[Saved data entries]

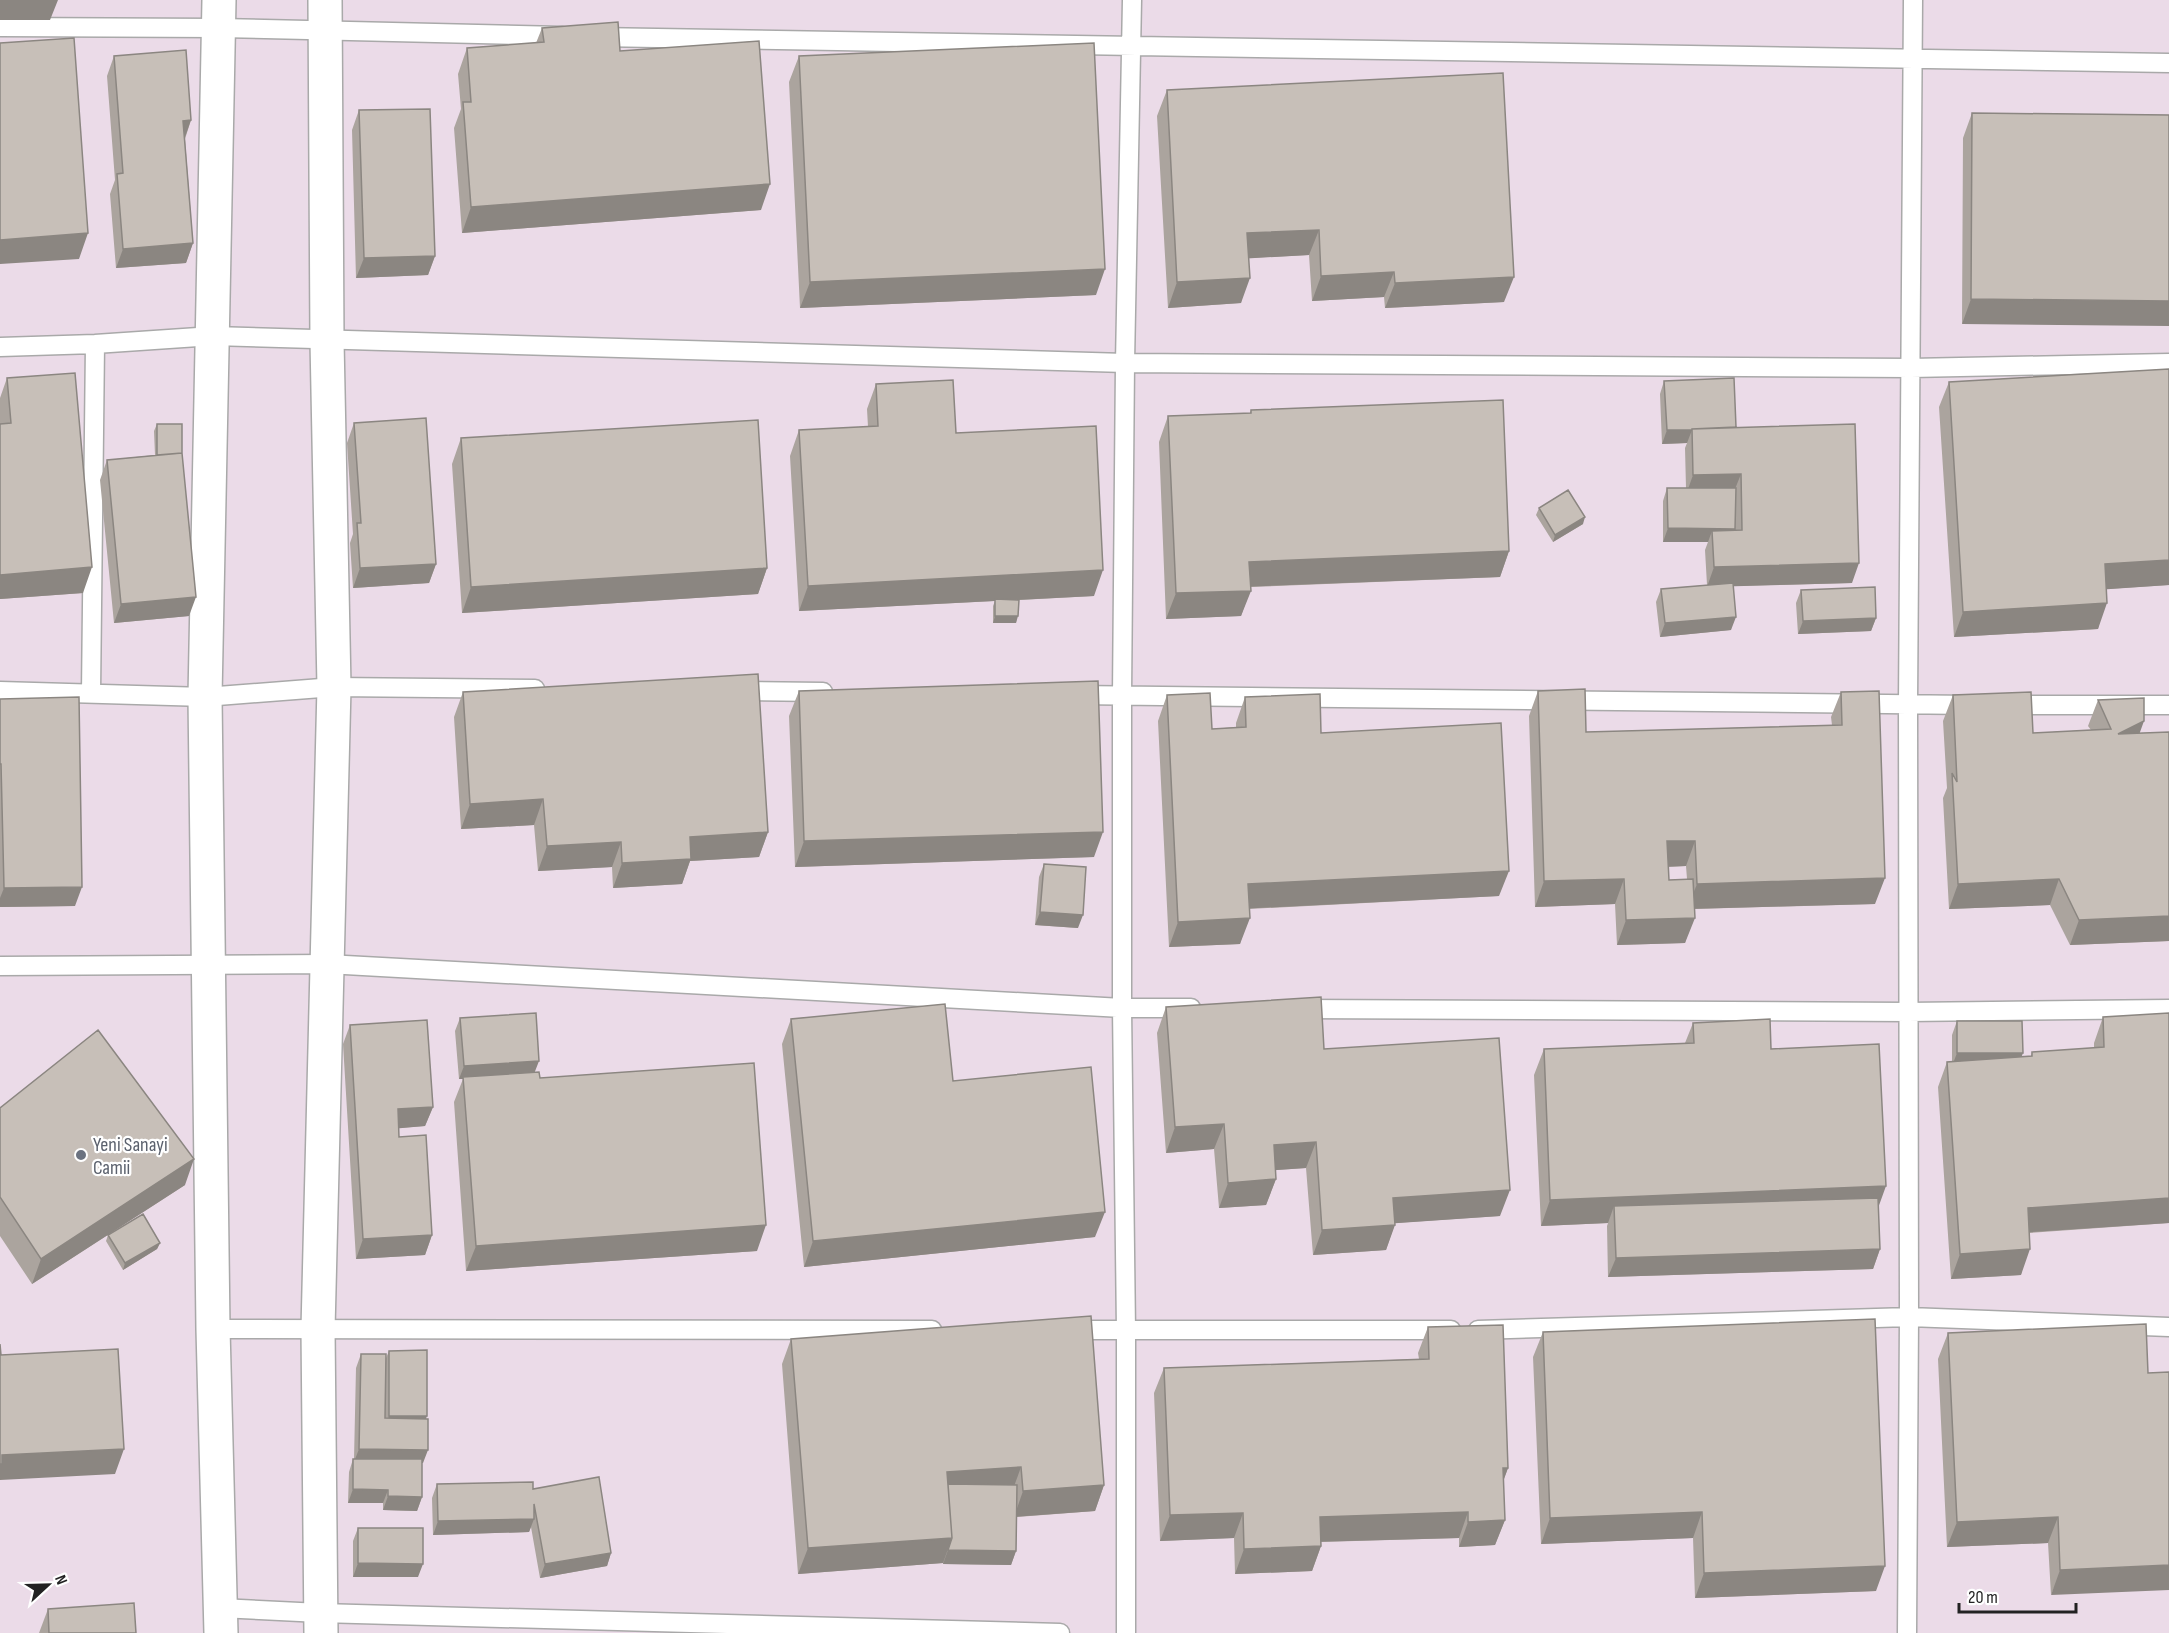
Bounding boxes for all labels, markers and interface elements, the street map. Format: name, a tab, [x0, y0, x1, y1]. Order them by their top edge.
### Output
place label: Yeni Sanayi Camii	[93, 1133, 168, 1180]
marker: Yeni Sanayi Camii	[74, 1148, 88, 1162]
north arrow	[18, 1555, 78, 1615]
text: N	[50, 1572, 71, 1587]
scale bar	[1959, 1576, 2076, 1614]
text: 20 m	[1968, 1587, 1998, 1608]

TASK DESCRIPTION:
Repeat each record exactly as shown above, dropping all images.

RESULT BELOW:
Bounding boxes for all labels, markers and interface elements, the street map. Format: name, a tab, [x0, y0, x1, y1]. Order them by their top edge.
### Output
place label: Yeni Sanayi Camii	[93, 1133, 168, 1180]
marker: Yeni Sanayi Camii	[74, 1148, 88, 1162]
north arrow	[18, 1555, 78, 1615]
text: N	[50, 1572, 71, 1587]
scale bar	[1959, 1576, 2076, 1614]
text: 20 m	[1968, 1587, 1998, 1608]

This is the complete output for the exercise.